Réouverture : un Gala de reports
Le Met continue toutefois de vouloir voir les choses en grand et il se projette déjà vers sa réouverture par un Grand Gala du 31 décembre. Un événement qui devrait faire date -et rapporter gros- comme l'institution lyrique américaine a réussi brillamment à le faire, même en période de confinement, grâce à son Gala en ligne depuis les maisons des stars de l'Opéra. Cet événement (notre compte-rendu) a été regardé par 750.000 spectateurs et a permis de recueillir $1.5 million en petits dons, plus $1.5 million de grands sponsors.

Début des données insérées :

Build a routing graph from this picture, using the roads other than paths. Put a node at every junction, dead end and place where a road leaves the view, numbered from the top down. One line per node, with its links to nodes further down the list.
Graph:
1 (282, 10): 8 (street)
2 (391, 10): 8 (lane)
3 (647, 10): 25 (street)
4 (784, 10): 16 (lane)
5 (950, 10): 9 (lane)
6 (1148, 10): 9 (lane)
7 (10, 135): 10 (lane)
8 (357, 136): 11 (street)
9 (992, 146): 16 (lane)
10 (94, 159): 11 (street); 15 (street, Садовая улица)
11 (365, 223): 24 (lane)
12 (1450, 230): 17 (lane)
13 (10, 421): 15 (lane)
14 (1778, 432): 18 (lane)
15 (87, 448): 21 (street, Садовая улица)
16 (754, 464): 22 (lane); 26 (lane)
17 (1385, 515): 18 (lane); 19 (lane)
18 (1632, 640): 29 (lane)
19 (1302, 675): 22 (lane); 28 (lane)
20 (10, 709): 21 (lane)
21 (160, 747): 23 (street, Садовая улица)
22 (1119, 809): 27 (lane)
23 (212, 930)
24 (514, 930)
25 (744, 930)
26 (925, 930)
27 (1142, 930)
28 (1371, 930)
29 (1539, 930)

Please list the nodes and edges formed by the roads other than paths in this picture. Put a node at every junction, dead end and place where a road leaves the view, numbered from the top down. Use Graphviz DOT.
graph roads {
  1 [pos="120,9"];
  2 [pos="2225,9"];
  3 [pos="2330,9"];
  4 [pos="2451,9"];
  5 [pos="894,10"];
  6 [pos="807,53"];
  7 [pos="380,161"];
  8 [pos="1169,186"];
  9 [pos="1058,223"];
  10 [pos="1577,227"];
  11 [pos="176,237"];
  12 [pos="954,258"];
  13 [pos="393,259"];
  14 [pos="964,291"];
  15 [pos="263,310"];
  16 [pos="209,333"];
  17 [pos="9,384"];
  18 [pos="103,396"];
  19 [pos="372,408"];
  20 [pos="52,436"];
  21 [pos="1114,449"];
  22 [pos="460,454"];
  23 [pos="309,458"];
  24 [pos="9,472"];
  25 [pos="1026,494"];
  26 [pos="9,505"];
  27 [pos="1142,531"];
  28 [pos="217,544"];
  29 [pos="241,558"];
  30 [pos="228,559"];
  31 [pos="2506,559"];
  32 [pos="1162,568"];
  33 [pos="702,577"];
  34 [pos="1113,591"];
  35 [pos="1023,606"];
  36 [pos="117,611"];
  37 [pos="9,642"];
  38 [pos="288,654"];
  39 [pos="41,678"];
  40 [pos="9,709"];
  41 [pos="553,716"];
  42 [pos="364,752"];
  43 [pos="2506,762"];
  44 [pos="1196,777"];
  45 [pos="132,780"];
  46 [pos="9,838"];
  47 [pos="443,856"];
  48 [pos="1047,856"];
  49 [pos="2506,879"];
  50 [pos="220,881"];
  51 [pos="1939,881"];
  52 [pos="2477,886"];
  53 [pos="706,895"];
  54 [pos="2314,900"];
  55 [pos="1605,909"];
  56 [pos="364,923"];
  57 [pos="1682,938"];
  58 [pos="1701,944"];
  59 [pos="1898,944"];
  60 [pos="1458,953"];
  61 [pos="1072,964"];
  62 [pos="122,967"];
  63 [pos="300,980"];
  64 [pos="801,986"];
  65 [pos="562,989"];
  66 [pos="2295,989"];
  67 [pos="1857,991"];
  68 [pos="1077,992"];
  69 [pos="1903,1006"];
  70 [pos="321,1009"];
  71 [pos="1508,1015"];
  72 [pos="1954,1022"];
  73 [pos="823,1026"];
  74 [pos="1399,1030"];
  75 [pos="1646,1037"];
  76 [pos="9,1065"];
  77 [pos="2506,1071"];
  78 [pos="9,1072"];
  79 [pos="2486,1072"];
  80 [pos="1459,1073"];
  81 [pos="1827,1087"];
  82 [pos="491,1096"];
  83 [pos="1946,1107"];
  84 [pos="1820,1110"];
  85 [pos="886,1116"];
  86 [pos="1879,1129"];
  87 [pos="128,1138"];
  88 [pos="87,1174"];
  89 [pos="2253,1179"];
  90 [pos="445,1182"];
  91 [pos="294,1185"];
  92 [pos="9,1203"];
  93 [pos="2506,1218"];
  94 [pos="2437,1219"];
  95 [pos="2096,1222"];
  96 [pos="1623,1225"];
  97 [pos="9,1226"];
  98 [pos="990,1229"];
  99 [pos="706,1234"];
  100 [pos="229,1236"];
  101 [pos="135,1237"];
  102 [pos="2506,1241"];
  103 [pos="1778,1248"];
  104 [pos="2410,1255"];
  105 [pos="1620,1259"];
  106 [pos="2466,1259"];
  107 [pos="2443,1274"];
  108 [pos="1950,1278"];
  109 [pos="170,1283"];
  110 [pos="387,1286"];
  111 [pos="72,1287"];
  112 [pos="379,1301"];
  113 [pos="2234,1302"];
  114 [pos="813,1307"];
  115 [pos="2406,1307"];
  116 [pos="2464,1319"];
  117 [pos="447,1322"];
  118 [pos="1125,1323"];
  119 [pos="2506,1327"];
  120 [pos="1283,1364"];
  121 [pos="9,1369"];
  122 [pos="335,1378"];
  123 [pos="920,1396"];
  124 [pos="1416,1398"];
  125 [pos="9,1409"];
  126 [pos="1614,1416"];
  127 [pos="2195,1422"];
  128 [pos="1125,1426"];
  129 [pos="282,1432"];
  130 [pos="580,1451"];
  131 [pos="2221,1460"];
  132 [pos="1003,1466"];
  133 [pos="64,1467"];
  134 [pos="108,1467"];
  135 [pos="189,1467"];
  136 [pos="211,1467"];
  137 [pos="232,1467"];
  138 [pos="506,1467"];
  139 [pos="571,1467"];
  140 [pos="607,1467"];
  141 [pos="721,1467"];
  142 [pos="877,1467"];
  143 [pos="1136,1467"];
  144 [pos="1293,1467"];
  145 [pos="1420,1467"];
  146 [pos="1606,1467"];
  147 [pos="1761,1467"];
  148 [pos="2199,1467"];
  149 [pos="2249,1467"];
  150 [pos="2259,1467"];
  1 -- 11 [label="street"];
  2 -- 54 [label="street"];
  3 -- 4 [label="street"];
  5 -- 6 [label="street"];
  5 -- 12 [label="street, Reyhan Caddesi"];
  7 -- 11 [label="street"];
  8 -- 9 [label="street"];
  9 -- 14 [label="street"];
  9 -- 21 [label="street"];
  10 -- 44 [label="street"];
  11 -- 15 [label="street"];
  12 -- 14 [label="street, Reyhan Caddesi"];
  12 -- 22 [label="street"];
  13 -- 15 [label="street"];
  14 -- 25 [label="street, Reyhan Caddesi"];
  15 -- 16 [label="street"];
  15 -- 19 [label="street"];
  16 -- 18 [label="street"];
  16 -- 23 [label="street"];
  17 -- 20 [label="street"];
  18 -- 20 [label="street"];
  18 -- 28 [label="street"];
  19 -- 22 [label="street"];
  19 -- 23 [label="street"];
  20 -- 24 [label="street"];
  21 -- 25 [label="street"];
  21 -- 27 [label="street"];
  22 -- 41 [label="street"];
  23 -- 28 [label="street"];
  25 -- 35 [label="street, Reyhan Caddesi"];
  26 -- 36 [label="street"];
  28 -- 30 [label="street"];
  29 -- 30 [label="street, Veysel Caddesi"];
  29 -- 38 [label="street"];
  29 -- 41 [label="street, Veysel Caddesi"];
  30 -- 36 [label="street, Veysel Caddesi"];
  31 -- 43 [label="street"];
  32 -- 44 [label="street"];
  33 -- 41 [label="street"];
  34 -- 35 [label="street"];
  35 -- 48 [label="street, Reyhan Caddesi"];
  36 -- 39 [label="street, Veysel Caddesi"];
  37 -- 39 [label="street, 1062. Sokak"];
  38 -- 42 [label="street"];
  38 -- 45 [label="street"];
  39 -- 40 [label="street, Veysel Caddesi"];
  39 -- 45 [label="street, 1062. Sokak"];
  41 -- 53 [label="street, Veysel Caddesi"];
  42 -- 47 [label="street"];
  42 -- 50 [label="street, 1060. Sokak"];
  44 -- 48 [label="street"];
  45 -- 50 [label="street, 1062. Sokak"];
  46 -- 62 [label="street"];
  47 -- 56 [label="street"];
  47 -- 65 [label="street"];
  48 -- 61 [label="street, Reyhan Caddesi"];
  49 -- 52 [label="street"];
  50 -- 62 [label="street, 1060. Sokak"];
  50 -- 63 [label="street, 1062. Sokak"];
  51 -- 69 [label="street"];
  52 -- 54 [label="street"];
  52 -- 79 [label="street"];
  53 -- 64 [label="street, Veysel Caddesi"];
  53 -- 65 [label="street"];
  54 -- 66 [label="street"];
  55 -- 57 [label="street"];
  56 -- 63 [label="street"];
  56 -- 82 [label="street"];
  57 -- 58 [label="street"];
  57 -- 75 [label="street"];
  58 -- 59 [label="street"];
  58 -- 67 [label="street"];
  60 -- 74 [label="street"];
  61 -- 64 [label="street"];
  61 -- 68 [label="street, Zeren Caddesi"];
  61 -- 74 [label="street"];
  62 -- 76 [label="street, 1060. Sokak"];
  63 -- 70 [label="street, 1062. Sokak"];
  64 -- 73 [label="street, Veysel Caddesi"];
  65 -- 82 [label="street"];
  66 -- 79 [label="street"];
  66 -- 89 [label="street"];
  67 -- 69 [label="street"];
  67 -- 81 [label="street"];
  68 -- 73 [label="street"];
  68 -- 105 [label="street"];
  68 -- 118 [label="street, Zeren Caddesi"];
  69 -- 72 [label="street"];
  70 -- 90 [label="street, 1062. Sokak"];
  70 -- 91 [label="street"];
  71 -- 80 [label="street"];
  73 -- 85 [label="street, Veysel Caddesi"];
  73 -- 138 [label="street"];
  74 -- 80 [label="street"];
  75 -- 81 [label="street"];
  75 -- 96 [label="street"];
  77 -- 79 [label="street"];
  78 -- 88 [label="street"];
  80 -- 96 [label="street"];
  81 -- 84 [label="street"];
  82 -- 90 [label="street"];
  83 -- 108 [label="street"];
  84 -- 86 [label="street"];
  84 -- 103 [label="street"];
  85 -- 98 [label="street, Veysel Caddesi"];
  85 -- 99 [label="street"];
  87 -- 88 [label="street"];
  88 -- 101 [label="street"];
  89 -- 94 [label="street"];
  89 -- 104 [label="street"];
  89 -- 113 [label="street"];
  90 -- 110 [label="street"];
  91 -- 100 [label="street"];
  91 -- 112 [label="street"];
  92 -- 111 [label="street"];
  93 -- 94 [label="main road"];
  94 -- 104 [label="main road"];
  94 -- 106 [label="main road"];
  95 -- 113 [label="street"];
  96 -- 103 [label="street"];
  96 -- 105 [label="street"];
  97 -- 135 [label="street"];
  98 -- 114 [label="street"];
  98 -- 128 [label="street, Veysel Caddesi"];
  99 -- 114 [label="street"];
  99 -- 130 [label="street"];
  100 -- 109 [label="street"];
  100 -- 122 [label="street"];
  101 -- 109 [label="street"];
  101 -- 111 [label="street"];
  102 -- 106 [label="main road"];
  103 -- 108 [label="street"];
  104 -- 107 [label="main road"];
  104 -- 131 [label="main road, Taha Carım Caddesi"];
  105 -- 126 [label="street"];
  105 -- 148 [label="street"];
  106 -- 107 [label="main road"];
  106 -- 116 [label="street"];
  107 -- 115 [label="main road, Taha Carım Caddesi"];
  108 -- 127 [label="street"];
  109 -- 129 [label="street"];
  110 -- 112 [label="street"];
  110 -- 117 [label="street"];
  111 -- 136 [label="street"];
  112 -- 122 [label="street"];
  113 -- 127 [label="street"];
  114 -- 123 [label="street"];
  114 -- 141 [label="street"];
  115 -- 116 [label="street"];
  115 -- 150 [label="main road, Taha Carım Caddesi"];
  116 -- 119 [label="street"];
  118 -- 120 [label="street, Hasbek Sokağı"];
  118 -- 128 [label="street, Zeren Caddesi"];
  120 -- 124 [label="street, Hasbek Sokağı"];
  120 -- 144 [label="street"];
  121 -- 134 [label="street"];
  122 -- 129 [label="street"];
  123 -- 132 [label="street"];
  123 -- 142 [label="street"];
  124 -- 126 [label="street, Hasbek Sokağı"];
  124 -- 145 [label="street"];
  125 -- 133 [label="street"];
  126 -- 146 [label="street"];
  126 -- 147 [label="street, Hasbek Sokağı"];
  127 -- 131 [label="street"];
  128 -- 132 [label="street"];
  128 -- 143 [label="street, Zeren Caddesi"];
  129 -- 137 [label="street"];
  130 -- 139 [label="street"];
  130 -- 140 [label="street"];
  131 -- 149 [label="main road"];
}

La reprise s'annonce belle (le Met a toujours su réunir les plus grandes stars mondiales pour de riches programmes), mais la suite beaucoup plus inquiétante. "Nous allons devoir être plus flexible" affirme le Directeur, ajoutant immédiatement "mais la réponse sera justement d'espérer avoir encore plus de nouvelles productions et de nouvelles expériences pour stimuler l'intérêt." En effet, c'est grâce à des projets différents que le Metropolitan Opera retrouvait une santé financière très encourageante ces deux dernières saisons (amplifiée par les diffusions au cinéma battant des records), à deux bouts du spectre artistique, le contemporain et le populaire : Akhnaten de Philip Glass, Porgy and Bess de Gershwin.
Mais avant cela, la saison 2020/2021 qui deviendra seulement la saison 2021 sera marquée par les reports de nouvelles productions pour la maison (comme nous vous l'annoncions également dans notre précédent article : ne serait-ce qu'en raison de la fermeture estivale qui rend impossibles les tests techniques nécessaires à l'élaboration de ces nouveaux spectacles).
La Flûte enchantée par Simon McBurney, et Don Giovanni de Mozart par Ivo van Hove seront remplacées par des reprises de mises en scène (respectivement celles de Julie Taymor et Michael Grandage). La stratégie du Met est ainsi claire, identique à celle de La Scala pour sa rentrée (et à l'opposé donc de ses plans de rénovation culturelle future) : miser sur les œuvres populaires susceptibles d'attirer le public inquiet. Les Mozart ont donc été conservés, alors que L'Ange de feu de Prokofiev qui devait marquer les débuts maison de Barrie Kosky, est reporté sine die. L'institution préfère reprendre avec les plus grands blockbusters (Carmen de Bizet avec Varduhi Abrahamyan et Roberto Alagna, La Traviata de Verdi avec Dmytro Popov et Stephen Costello, La Bohème de Puccini avec Angel Blue et Joseph Calleja). Dans le même esprit, la reprise de Lulu (Berg) par William Kentridge est annulée, ses dates remplacées par un prolongement du Barbier de Séville (Rossini : heureusement la chanteuse initialement prévue, Brenda Rae peut passer de Lulu à ses débuts en Rosine). De surcroît, toujours pour rendre le retour en salle "aussi attirant que possible", les représentations sont avancées à 19h et la compagnie envisage de couper certains opéras, "comme c'est traditionnellement le cas pour les pièces de Shakespeare : Jules César de Haendel sera ainsi réduit à 3h30 avec un entracte, au lieu de 4h30 avec deux interruptions."
"Pour l'instant nous continueons à proposer du streaming", conclut le Directeur (le Met propose gratuitement un opéra par jour en vidéo, le programme complet est ici), "mais l'hiver venu, nous jouerons à nouveau."
"Winter is coming" est pourtant une formule très inquiétante, espérons qu'elle devienne plus heureuse dans le jeu de chaises musicales que dans le Jeu de trônes.